Joël spent Thursday night at home praying, singing, reading, and talking with his neighbors. Just neighbors and friends – no family. The old man’s sons live 60km away and they couldn’t even be told the news directly – the message was passed on the local radio. Even worse, the week of his death corresponded with one of the convoys of Chadian repatriation vehicles leaving the city, so communication was even more difficult than usual.
Friday evening, Joël told us more about the old man. He had been one of the founders of the neighborhood. The night before several of his neighbors had told what he had meant to the area. Without all the sound systems, instruments or preachers of a funeral – just a moment to share memories.

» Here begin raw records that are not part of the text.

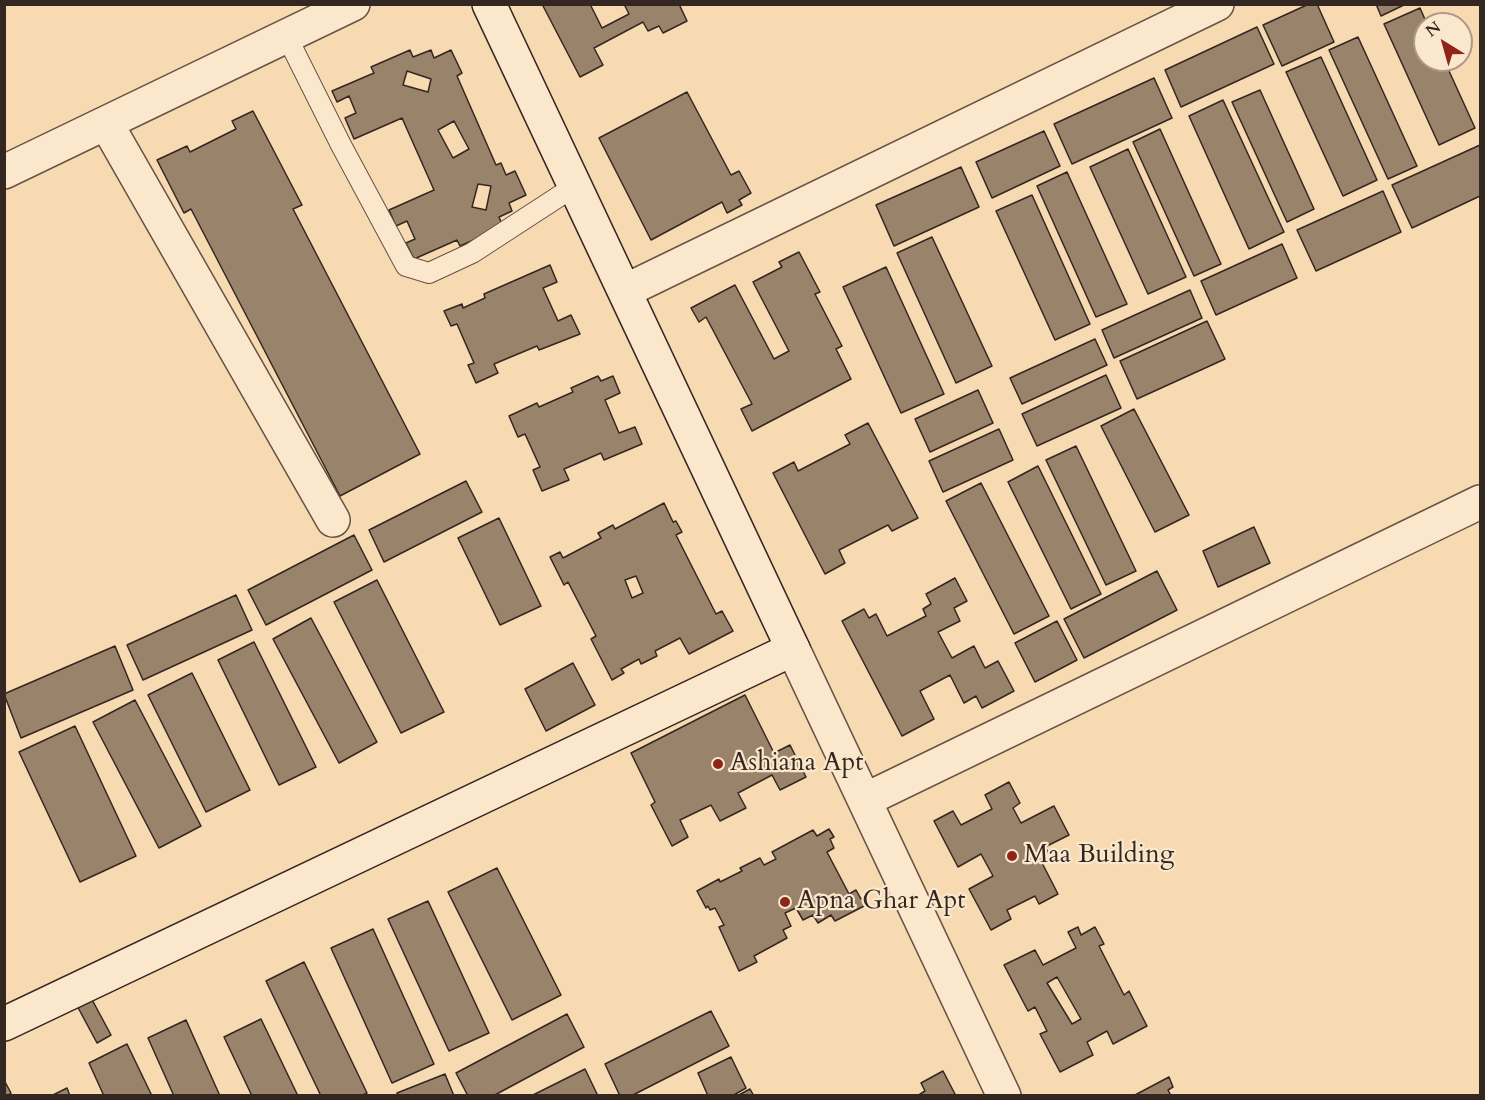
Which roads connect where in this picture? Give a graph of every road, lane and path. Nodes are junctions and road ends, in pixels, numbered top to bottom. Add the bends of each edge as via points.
1 (353, 4) edge
2 (489, 4) edge
3 (1216, 4) edge
4 (287, 37) junction
5 (106, 123) junction
6 (4, 172) edge
7 (575, 186) junction
8 (625, 291) junction
9 (1480, 502) edge
10 (333, 520) dead end
11 (793, 649) junction
12 (865, 800) junction
13 (4, 1024) edge
14 (1004, 1095) edge

1 - 4 street
2 - 7 street
3 - 8 street
4 - 5 street
4 - 7 lane via 406,266 429,273 472,253
5 - 6 street
5 - 10 street
7 - 8 street
8 - 11 street
9 - 12 street
11 - 12 street
11 - 13 street
12 - 14 street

Often the old men would tell how the neighborhood was in a flood zone, and how with three of his neighbors, they had built terraces to control the floods. He had helped build the foundations of the local school and the Trinity Church, having traveled a long distance with stones on his head. They made supports out of cloth, wood, and leaves so they could carry the stones on their heads and backs. He was also one who had “designed” the neighborhood, having planted trees where the communal areas needed to be laid out: the soccer field, the youth center, the health clinic.
Remembering how much this man had “created and defined” the common spaces, from his church to the school, from sports to the market, Joël remembered the other men who one month before had sent fear and worry into the heart of that man.
After listening, Gisele said, “He died from thinking. Being robbed and seeing everything broken, that didn’t kill him right away. But thinking about it, seeing his goods broken or stolen, it was also his story that was stolen, the respect which he deserved as an elder. And then by thinking so much about that, he died from thinking.”
He died from thinking, driven there by those young people who join the looting without thinking at all. If people don’t think, then the sense of history is lost and anything is permitted, even robbing an old man and driving him to his death.